▶ [YOUR TASK] Output all entries precisely and leave out the pictures.

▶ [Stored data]
------------------------------------------------

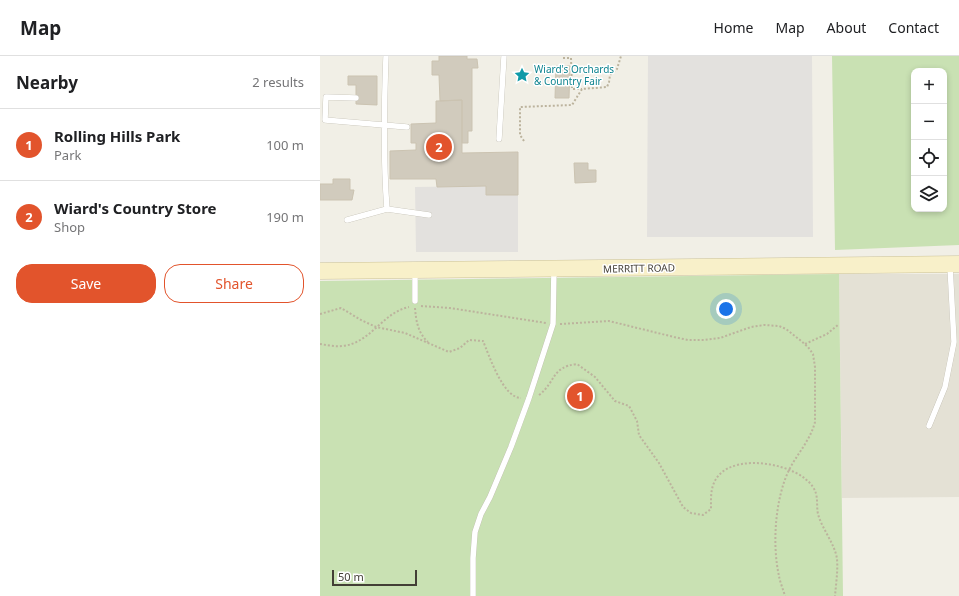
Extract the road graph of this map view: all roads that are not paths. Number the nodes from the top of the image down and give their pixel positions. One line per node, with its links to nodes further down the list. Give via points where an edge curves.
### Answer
1 (386, 56): 4 (lane)
2 (504, 56): 6 (lane)
3 (356, 98): 4 (lane, via 326,97 325,120)
4 (385, 126): 5 (lane); 7 (lane)
5 (407, 127)
6 (499, 139)
7 (387, 209): 8 (lane); 9 (lane)
8 (429, 215)
9 (347, 220)
10 (954, 264): 11 (street, MERRITT ROAD); 15 (lane, via 954,342 945,387)
11 (554, 269): 12 (street, MERRITT ROAD); 16 (lane, via 553,324 511,447 475,532)
12 (415, 270): 13 (street, MERRITT ROAD); 14 (lane)
13 (320, 271)
14 (414, 303)
15 (928, 426)
16 (474, 596)

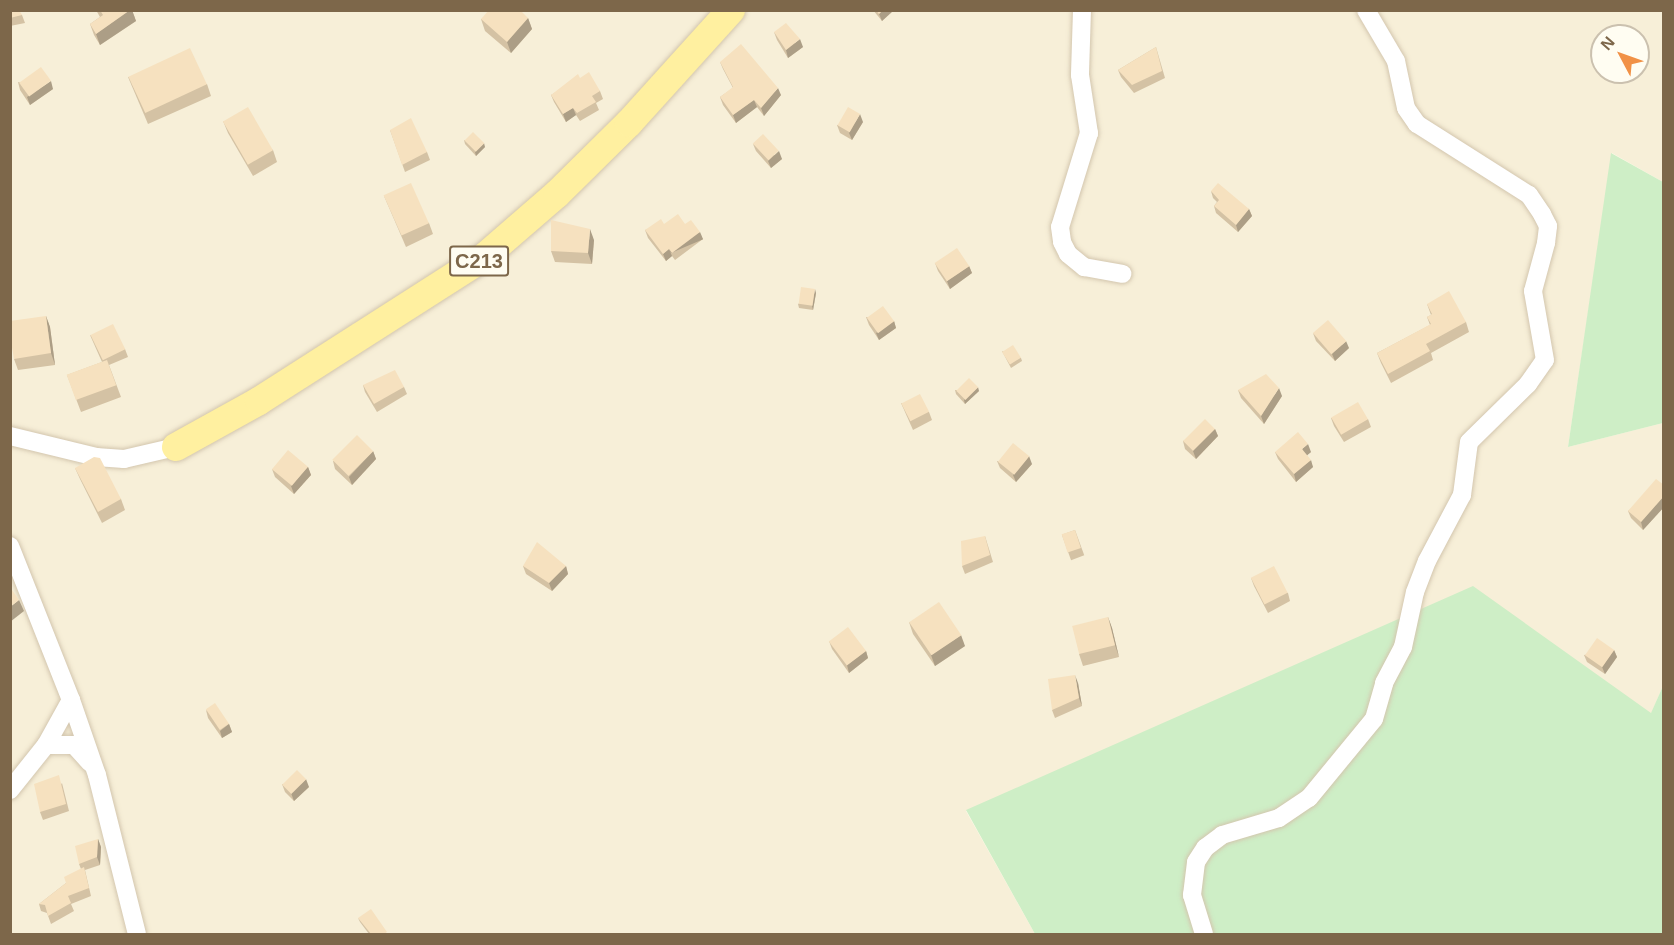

------------------------------------------------

▶ [WRITTEN ANSWER]
Extract the road graph of this map view: all roads that are not paths. Number the nodes from the top of the image down and give their pixel positions. One line per node, with its links to nodes further down the list. Give via points where an edge curves.
### Answer
1 (386, 56): 4 (lane)
2 (504, 56): 6 (lane)
3 (356, 98): 4 (lane, via 326,97 325,120)
4 (385, 126): 5 (lane); 7 (lane)
5 (407, 127)
6 (499, 139)
7 (387, 209): 8 (lane); 9 (lane)
8 (429, 215)
9 (347, 220)
10 (954, 264): 11 (street, MERRITT ROAD); 15 (lane, via 954,342 945,387)
11 (554, 269): 12 (street, MERRITT ROAD); 16 (lane, via 553,324 511,447 475,532)
12 (415, 270): 13 (street, MERRITT ROAD); 14 (lane)
13 (320, 271)
14 (414, 303)
15 (928, 426)
16 (474, 596)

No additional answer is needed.